Dopo aver sottolineato l’importanza della tradizione nella trasmissione della Torah, Scholem mostra come i cabbalisti si siano inseriti in questa tradizione e come essi abbiano interpretato la parola di Dio.

 

G. Scholem, I concetti fondamentali dell’ebraismo, trad. it. di M. Bertaggia, Marietti, Genova, 1986, pagg. 90-96

 

Nell’ebraismo la tradizione costituisce il momento riflessivo che s’incunea tra l’assoluto della parola divina, la rivelazione, e colui che la riceve. Come tale, essa interroga radicalmente la possibilità stessa di un rapporto immediato col divino; quella possibilità che viene appunto afferrata nella rivelazione. In altri termini: può la parola divina coglierci direttamente, e può essere immediatamente compiuta? O non richiede invece quella parola, appunto nella direzione tracciata dalla tradizione ebraica, di mediarsi proprio all’interno di questa tradizione, per farsi esperibile e giungere con ciò a compiutezza?
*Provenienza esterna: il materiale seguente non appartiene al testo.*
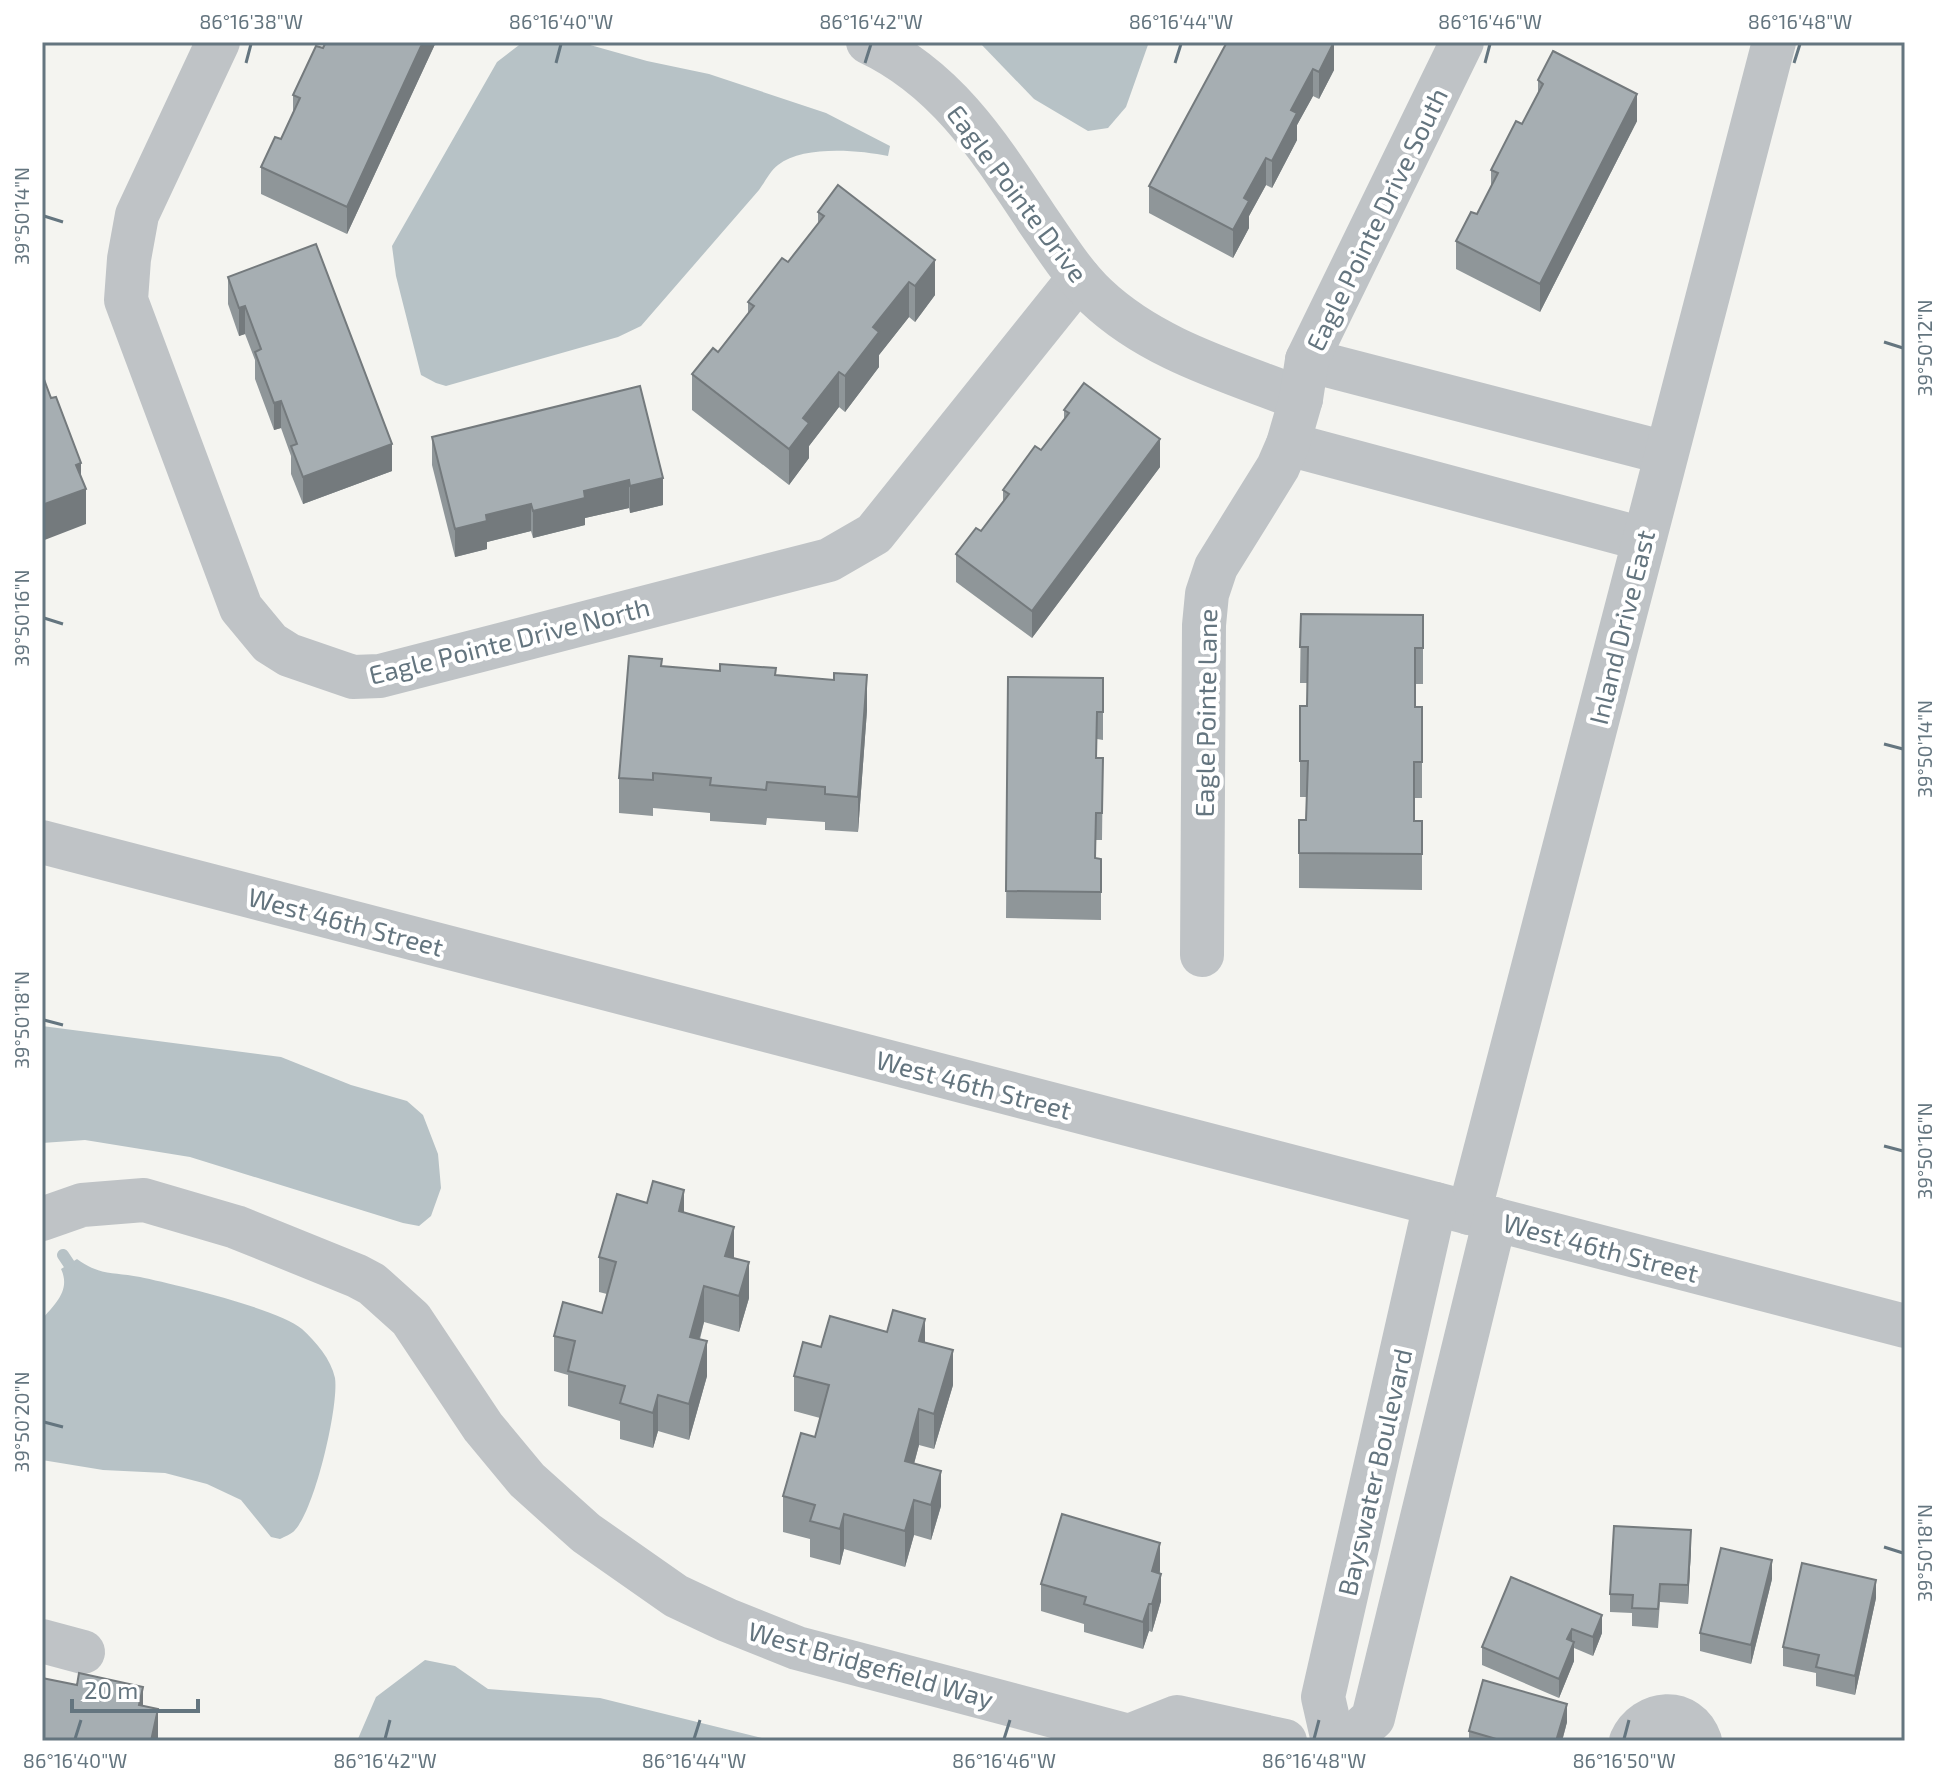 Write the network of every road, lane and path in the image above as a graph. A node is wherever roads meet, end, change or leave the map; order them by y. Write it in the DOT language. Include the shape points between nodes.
graph roads {
  1 [pos="218,42"];
  2 [pos="868,42"];
  3 [pos="1462,42"];
  4 [pos="1774,42"];
  5 [pos="1079,278"];
  6 [pos="1304,380"];
  7 [pos="1288,444"];
  8 [pos="1666,453"];
  9 [pos="1643,539"];
  10 [pos="42,842"];
  11 [pos="1202,955"];
  12 [pos="1466,1212"];
  13 [pos="42,1219"];
  14 [pos="1905,1326"];
  15 [pos="42,1641"];
  16 [pos="83,1652"];
  17 [pos="1132,1739"];
  18 [pos="1285,1741"];
  19 [pos="1333,1741"];
  20 [pos="1348,1741"];
  21 [pos="1631,1741"];
  22 [pos="1700,1741"];
  1 -- 5 [label="street, Eagle Pointe Drive North" via="137,215 126,300 241,608 270,643 289,655 353,677 380,676 829,560 850,550 874,534"];
  2 -- 5 [label="street, Eagle Pointe Drive" via="923,77 967,118"];
  3 -- 6 [label="street, Eagle Pointe Drive South"];
  4 -- 8 [label="street, Inland Drive East"];
  5 -- 6 [label="street, Eagle Pointe Drive" via="1096,297 1166,346"];
  6 -- 7 [label="street, Eagle Pointe Lane"];
  6 -- 8 [label="street, Eagle Pointe Drive"];
  7 -- 9 [label="street"];
  7 -- 11 [label="street, Eagle Pointe Lane" via="1222,555 1207,594"];
  8 -- 9 [label="street, Inland Drive East"];
  9 -- 12 [label="street, Inland Drive East"];
  10 -- 12 [label="street, West 46th Street"];
  12 -- 14 [label="street, West 46th Street"];
  12 -- 19 [label="street, Bayswater Boulevard" via="1323,1697"];
  12 -- 20 [label="street" via="1373,1718"];
  13 -- 17 [label="street, West Bridgefield Way" via="82,1205 144,1200 236,1227 372,1284 411,1319 483,1427 527,1480 586,1533 676,1596 797,1648"];
  15 -- 16 [label="street"];
  17 -- 18 [label="street" via="1177,1717"];
  21 -- 22 [label="street" via="1652,1718 1669,1716 1692,1727"];
} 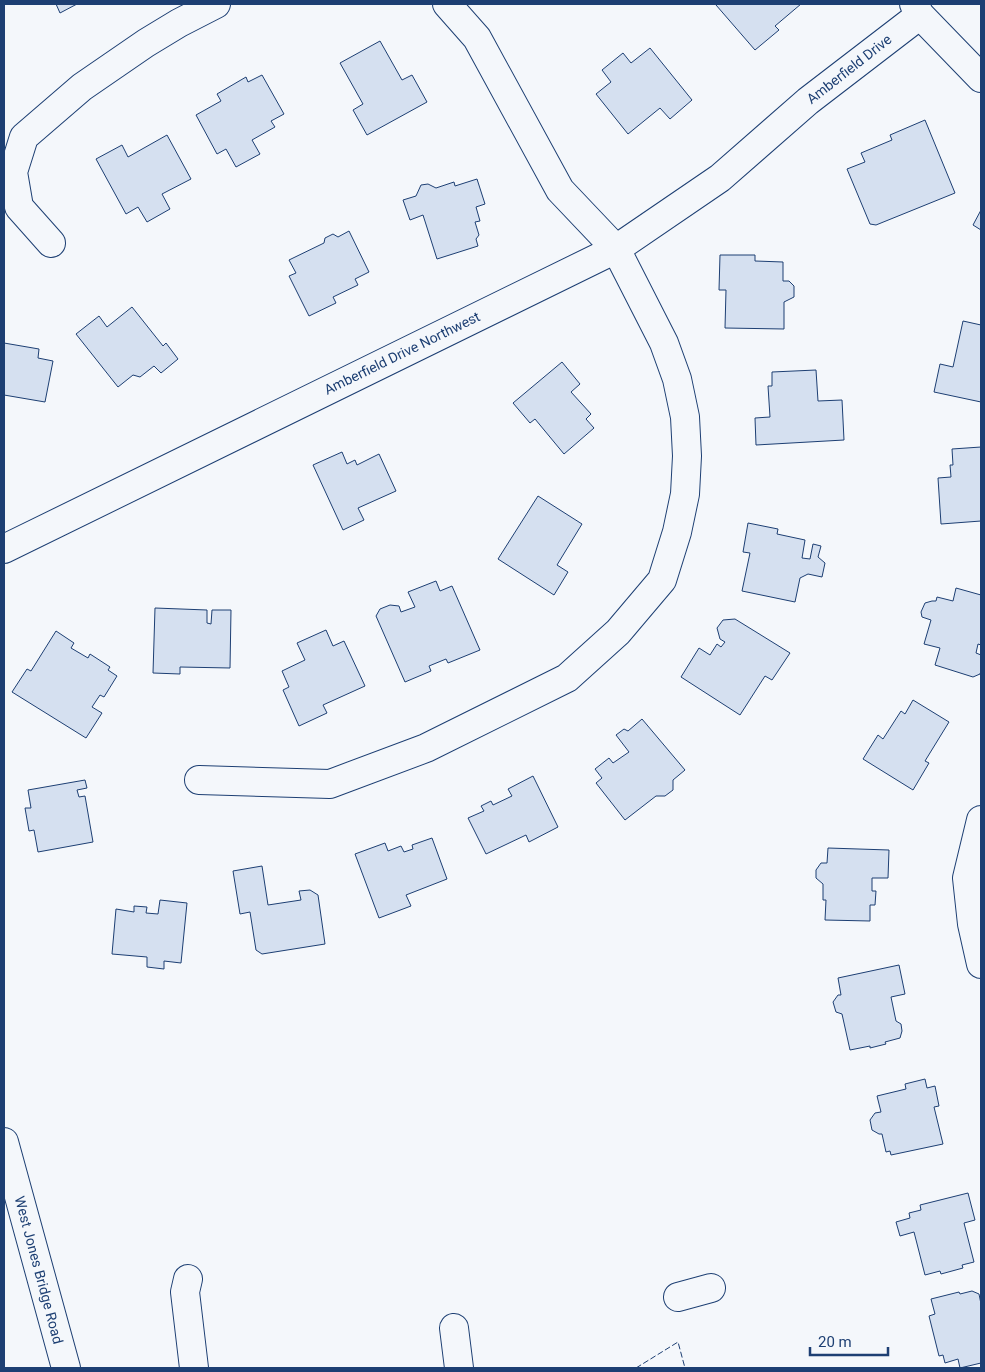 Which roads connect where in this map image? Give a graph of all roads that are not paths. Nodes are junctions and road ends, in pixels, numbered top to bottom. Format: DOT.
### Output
graph roads {
  1 [pos="216,4"];
  2 [pos="447,4"];
  3 [pos="917,9"];
  4 [pos="981,78"];
  5 [pos="780,125"];
  6 [pos="51,243"];
  7 [pos="616,249"];
  8 [pos="4,549"];
  9 [pos="199,780"];
  10 [pos="981,820"];
  11 [pos="981,964"];
  12 [pos="4,1142"];
  13 [pos="188,1279"];
  14 [pos="711,1288"];
  15 [pos="678,1297"];
  16 [pos="454,1328"];
  17 [pos="66,1368"];
  18 [pos="194,1368"];
  19 [pos="459,1368"];
  1 -- 6 [label="street"];
  2 -- 7 [label="street"];
  3 -- 4 [label="street"];
  3 -- 5 [label="street, Amberfield Drive"];
  5 -- 7 [label="street, Amberfield Drive Northwest"];
  7 -- 8 [label="street, Amberfield Drive Northwest"];
  7 -- 9 [label="street"];
  10 -- 11 [label="street"];
  12 -- 17 [label="street, West Jones Bridge Road"];
  13 -- 18 [label="street"];
  14 -- 15 [label="street"];
  16 -- 19 [label="street"];
} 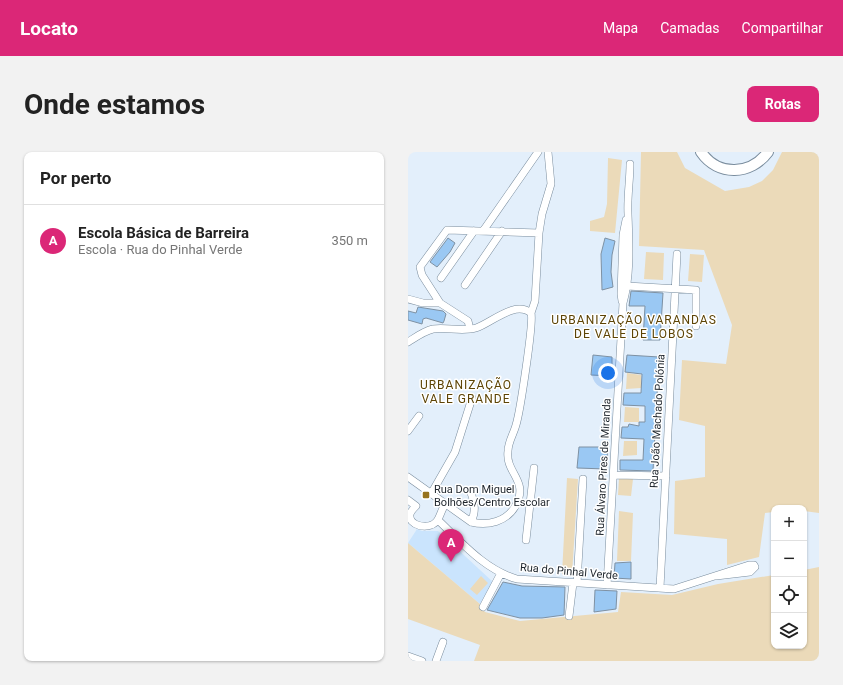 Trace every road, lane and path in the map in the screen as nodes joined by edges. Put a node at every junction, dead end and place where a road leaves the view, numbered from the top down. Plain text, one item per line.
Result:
1 (538, 152) edge
2 (548, 152) edge
3 (701, 152) edge
4 (708, 152) edge
5 (761, 152) edge
6 (768, 152) edge
7 (630, 164) dead end
8 (628, 214) junction
9 (474, 231) junction
10 (483, 231) junction
11 (502, 231) junction
12 (539, 232) junction
13 (676, 254) dead end
14 (441, 278) dead end
15 (465, 285) dead end
16 (627, 286) junction
17 (674, 288) junction
18 (408, 299) edge
19 (440, 303) junction
20 (623, 303) junction
21 (531, 313) junction
22 (696, 326) dead end
23 (470, 329) junction
24 (408, 342) edge
25 (472, 398) dead end
26 (419, 416) dead end
27 (408, 431) edge
28 (534, 468) dead end
29 (614, 475) junction
30 (408, 476) edge
31 (666, 476) junction
32 (582, 479) dead end
33 (471, 493) dead end
34 (431, 494) junction
35 (519, 496) junction
36 (530, 497) junction
37 (408, 500) edge
38 (445, 505) junction
39 (438, 520) junction
40 (471, 522) junction
41 (526, 540) dead end
42 (501, 573) junction
43 (716, 576) dead end
44 (575, 583) junction
45 (607, 585) junction
46 (660, 588) junction
47 (483, 607) dead end
48 (569, 616) dead end
49 (443, 642) dead end
50 (408, 656) edge
51 (422, 661) edge
52 (436, 661) edge

1 - 10 street
2 - 12 street
3 - 6 highway
4 - 5 highway
7 - 8 street, Rua Álvaro Pires de Miranda
8 - 16 street, Rua Álvaro Pires de Miranda
8 - 20 street, Rua Álvaro Pires de Miranda
9 - 10 street
9 - 14 street
9 - 19 street
10 - 11 street
11 - 12 street
11 - 15 street
12 - 21 street
13 - 17 street, Rua João Machado Polónia
16 - 17 street
16 - 20 street, Rua Álvaro Pires de Miranda
17 - 22 street
17 - 31 street, Rua João Machado Polónia
18 - 19 street
19 - 23 street
20 - 29 street, Rua Álvaro Pires de Miranda
21 - 23 street
21 - 35 street
23 - 24 street
25 - 34 street
26 - 27 street
28 - 36 street
29 - 31 street
29 - 45 street, Rua Álvaro Pires de Miranda
30 - 34 street
31 - 46 street, Rua João Machado Polónia
32 - 44 street
33 - 40 street
34 - 38 street
35 - 36 street
35 - 40 street
36 - 41 street
37 - 39 street
38 - 39 street
38 - 40 street
39 - 42 street, Rua do Pinhal Verde
42 - 44 street, Rua do Pinhal Verde
42 - 47 street
43 - 46 street, Rua do Pinhal Verde
44 - 45 street, Rua do Pinhal Verde
44 - 48 street
45 - 46 street, Rua do Pinhal Verde
49 - 52 street
50 - 51 street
Per l’ebraismo rabbinico la risposta a tale questione è ovviamente affermativa. Ogni esperienza religiosa successiva alla rivelazione è un’esperienza mediata. È l’esperienza della voce di Dio, mai l’esperienza di Dio stesso. Ma il ricorso alla voce di Dio è proprio di una concezione antropomorfica: e i teologi hanno sempre accuratamente evitato di fare i conti con questo fatto. Ma anche nell’ebraismo tale ambito di questioni è stato affrontato e pensato soltanto dalla dottrina mistica dei cabbalisti. I cabbalisti – i quali erano tutto fuorché eretici, bensí cercavano semplicemente di penetrare il senso dei concetti ebraici a un livello piú profondo di quanto non avessero fatto i loro predecessori – hanno compiuto il passo che conduce dalla tradizione talmudica alla tradizione mistica. Ma per comprendere correttamente questo concetto mistico di tradizione, dobbiamo fare un passo indietro, cercando di richiamare alla mente l’idea che i cabbalisti ebbero della Torah come rivelazione e parola di Dio. I cabbalisti si sono sforzati di dischiudere il cuore piú intimo della Torah, di decifrare, per cosí dire, la Scrittura. Aprendo a un nuovo concetto di tradizione (non va dimenticato che la ebraica kabbalah significa appunto “accoglimento della tradizione”), essi vanno certo al di là di tutto quanto era stato pensato su tali questioni dall’ebraismo essoterico. E tuttavia la loro riflessione rimane specificamente ebraica. In un certo senso i cabbalisti non hanno fatto altro che trarre le estreme conseguenze dalle concezioni dei talmudisti circa le categorie religiose di rivelazione e tradizione.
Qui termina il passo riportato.